Top of EXCERPTED RECORDS

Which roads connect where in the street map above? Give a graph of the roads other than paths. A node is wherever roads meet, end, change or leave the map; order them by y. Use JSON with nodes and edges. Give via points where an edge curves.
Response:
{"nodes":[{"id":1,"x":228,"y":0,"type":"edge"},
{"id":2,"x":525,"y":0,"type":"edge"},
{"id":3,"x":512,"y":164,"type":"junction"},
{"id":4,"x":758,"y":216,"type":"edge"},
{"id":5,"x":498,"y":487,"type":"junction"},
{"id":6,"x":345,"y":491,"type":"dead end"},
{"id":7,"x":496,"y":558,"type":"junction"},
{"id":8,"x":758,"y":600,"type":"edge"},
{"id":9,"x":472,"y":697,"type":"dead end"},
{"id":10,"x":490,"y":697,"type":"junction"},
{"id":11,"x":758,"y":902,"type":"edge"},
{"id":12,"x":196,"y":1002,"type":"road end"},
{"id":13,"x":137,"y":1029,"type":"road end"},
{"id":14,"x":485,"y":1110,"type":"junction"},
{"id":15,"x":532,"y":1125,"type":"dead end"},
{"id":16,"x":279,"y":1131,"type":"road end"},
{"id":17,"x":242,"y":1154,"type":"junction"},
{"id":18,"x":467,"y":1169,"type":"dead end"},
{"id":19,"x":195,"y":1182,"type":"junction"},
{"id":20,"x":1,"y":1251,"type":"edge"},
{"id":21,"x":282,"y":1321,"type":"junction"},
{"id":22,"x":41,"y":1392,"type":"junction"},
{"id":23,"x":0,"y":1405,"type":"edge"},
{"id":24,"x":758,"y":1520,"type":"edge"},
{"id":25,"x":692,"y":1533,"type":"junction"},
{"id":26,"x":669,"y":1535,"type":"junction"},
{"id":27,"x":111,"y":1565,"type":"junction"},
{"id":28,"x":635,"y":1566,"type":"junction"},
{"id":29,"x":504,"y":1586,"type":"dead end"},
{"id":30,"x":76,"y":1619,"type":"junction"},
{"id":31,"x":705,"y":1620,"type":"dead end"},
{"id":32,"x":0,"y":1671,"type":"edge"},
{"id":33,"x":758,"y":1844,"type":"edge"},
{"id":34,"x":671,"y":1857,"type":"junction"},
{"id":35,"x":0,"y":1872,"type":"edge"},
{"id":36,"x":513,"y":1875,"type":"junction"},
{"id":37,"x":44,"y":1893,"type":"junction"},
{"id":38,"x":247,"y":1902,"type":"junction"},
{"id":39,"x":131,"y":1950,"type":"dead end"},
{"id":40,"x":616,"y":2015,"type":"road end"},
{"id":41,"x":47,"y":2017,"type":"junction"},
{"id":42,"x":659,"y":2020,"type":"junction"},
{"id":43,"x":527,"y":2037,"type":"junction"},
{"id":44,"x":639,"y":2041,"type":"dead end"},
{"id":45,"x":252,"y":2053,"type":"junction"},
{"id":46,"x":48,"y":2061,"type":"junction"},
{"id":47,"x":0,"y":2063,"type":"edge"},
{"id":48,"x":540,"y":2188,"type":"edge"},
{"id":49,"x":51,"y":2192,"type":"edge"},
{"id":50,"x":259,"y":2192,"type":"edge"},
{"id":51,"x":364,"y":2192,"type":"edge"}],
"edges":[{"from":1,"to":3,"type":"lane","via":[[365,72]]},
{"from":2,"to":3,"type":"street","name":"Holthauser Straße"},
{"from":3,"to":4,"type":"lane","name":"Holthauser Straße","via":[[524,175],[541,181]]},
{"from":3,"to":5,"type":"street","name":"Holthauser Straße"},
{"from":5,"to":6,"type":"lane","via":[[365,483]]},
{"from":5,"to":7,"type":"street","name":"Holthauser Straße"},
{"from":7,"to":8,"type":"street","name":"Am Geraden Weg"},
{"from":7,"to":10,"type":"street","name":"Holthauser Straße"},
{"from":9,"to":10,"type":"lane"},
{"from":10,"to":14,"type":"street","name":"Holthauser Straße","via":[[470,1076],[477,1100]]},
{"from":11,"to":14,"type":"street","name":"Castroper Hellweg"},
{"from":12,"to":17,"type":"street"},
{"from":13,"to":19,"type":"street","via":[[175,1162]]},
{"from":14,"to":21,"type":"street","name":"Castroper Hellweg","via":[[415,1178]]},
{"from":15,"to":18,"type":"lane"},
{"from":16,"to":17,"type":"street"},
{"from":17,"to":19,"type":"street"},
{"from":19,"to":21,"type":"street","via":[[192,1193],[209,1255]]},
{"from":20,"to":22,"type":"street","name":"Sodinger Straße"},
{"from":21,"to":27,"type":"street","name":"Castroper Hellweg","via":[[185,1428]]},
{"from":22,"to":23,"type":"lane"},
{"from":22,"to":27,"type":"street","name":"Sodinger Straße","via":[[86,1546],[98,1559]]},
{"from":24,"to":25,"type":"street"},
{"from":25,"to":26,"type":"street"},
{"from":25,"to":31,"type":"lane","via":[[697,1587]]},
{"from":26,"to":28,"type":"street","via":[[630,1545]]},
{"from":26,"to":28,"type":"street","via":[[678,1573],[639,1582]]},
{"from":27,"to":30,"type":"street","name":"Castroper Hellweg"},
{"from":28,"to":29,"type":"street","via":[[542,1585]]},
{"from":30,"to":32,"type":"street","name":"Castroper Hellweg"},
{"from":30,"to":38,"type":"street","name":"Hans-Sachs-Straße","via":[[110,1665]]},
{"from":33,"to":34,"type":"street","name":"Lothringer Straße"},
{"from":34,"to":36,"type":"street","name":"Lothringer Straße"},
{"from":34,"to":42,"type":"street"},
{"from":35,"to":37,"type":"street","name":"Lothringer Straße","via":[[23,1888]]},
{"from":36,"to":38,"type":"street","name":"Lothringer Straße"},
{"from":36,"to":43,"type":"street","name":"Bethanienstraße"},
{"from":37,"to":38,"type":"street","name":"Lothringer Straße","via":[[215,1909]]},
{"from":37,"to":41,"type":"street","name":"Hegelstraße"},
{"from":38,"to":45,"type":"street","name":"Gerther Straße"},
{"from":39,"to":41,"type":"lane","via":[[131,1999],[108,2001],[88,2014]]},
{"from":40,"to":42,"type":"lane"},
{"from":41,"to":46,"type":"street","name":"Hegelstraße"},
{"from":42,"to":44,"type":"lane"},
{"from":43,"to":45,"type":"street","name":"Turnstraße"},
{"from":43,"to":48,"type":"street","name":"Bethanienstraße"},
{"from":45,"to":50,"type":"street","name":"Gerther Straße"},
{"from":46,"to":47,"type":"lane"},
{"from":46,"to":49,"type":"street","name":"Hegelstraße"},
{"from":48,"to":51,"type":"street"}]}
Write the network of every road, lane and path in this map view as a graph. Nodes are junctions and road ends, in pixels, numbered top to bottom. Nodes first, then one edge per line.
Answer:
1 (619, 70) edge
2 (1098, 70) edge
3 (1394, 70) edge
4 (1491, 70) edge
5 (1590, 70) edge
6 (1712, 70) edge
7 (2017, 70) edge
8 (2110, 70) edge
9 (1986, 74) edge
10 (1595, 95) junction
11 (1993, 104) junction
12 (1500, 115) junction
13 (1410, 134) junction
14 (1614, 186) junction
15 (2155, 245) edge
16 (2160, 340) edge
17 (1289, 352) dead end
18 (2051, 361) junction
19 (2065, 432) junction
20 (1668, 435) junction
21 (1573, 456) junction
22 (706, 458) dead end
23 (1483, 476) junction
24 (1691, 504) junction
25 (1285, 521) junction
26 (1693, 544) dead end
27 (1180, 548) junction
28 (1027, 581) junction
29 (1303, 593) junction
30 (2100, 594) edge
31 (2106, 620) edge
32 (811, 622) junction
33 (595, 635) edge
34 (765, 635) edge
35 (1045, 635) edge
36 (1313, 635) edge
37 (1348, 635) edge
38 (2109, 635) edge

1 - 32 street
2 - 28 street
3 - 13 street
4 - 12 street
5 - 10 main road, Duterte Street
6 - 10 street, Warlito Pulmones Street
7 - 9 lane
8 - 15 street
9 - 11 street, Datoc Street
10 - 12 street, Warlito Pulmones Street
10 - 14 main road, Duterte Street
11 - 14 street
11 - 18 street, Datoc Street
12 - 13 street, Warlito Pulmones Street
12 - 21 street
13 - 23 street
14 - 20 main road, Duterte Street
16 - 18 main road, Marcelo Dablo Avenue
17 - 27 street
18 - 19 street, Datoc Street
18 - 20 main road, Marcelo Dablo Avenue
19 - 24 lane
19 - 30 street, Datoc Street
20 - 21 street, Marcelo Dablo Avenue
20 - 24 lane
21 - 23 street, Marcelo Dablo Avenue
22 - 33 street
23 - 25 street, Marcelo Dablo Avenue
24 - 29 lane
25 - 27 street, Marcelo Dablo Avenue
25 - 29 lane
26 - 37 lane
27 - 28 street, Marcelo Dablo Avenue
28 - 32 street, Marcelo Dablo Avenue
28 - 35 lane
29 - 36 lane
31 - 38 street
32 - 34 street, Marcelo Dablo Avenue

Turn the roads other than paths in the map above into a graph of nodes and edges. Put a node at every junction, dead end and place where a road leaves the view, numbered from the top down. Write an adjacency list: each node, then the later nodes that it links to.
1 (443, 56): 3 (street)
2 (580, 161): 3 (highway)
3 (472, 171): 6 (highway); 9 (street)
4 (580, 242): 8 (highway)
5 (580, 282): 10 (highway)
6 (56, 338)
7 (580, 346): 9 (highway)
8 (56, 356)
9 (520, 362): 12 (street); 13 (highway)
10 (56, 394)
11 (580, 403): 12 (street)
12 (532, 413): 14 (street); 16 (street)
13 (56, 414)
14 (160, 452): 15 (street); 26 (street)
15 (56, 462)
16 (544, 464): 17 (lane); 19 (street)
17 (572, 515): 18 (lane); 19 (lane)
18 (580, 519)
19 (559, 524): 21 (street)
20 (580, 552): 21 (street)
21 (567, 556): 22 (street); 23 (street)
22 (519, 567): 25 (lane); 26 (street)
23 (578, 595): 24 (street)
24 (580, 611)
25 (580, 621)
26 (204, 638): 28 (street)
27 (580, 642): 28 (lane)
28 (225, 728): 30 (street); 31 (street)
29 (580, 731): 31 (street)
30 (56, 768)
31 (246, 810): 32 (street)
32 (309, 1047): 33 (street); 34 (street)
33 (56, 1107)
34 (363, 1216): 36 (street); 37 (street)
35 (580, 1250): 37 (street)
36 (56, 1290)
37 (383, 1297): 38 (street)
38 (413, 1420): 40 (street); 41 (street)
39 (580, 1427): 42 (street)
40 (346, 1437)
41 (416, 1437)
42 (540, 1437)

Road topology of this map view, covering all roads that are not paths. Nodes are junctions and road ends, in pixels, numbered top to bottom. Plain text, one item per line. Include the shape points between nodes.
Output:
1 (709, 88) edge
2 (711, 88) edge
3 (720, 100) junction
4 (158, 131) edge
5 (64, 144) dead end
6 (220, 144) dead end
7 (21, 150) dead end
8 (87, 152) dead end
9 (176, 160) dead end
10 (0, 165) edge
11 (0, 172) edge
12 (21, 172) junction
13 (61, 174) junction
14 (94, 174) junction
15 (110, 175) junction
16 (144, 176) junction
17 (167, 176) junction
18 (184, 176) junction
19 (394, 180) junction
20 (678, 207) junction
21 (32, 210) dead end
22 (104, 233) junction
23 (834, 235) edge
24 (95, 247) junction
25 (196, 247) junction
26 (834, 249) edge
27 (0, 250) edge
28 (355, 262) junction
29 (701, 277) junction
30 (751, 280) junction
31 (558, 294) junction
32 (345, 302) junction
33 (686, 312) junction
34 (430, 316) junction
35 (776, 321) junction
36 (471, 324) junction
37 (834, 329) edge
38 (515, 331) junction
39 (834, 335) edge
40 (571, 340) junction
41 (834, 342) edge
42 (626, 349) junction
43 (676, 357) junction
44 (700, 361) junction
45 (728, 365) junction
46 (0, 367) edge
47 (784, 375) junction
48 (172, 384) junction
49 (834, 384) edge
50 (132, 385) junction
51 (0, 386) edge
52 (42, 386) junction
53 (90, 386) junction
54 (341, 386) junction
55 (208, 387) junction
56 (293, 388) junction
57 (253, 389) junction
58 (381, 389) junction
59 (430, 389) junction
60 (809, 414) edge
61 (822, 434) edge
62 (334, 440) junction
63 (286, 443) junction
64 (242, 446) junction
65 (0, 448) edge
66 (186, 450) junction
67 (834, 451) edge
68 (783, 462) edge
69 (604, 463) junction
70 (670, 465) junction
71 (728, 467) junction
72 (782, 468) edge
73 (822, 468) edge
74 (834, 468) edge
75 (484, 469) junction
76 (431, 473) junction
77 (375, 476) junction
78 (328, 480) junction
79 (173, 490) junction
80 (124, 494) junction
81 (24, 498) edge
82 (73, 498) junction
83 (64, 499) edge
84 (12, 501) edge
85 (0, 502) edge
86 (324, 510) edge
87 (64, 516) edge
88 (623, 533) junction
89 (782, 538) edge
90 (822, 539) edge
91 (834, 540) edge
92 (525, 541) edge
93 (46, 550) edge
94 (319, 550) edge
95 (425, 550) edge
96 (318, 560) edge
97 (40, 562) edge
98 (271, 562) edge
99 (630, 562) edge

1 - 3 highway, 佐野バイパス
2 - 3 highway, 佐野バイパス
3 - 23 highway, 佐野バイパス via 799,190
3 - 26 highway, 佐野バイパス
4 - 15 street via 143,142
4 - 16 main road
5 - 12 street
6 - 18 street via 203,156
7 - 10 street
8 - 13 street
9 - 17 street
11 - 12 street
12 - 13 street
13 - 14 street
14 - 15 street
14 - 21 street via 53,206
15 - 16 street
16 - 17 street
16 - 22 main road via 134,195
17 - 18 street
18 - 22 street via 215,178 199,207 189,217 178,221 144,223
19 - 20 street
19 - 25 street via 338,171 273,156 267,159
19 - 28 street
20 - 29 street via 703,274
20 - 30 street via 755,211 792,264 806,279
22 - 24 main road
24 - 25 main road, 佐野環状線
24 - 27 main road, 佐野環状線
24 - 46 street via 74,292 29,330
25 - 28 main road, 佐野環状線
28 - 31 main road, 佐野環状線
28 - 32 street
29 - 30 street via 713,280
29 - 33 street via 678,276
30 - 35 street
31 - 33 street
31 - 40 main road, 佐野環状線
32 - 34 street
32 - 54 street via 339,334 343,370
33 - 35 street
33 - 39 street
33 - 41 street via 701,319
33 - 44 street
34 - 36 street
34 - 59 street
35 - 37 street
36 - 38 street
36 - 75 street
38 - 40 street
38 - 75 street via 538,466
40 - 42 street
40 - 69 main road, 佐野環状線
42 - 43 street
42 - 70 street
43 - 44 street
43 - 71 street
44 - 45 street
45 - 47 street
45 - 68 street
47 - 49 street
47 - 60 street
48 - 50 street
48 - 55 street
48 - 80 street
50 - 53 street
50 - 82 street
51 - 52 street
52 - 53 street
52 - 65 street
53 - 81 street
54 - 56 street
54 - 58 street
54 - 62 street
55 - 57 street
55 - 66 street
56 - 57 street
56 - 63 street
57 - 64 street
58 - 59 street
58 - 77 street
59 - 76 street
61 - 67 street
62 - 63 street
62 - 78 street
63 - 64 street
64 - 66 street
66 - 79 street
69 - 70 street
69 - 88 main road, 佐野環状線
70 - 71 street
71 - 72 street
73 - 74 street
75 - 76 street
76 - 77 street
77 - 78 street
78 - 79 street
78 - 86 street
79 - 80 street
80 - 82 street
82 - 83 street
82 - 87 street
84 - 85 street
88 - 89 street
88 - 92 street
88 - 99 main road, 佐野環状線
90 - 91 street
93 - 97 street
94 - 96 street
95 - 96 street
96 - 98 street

Bottom of EXCERPTED RECORDS

> **EXERCISE OBJECTIVE**:
Using the records above, copy each line that contains "Castroper".

> **RESPONSE AREA**:
{"from":11,"to":14,"type":"street","name":"Castroper Hellweg"},
{"from":14,"to":21,"type":"street","name":"Castroper Hellweg","via":[[415,1178]]},
{"from":21,"to":27,"type":"street","name":"Castroper Hellweg","via":[[185,1428]]},
{"from":27,"to":30,"type":"street","name":"Castroper Hellweg"},
{"from":30,"to":32,"type":"street","name":"Castroper Hellweg"},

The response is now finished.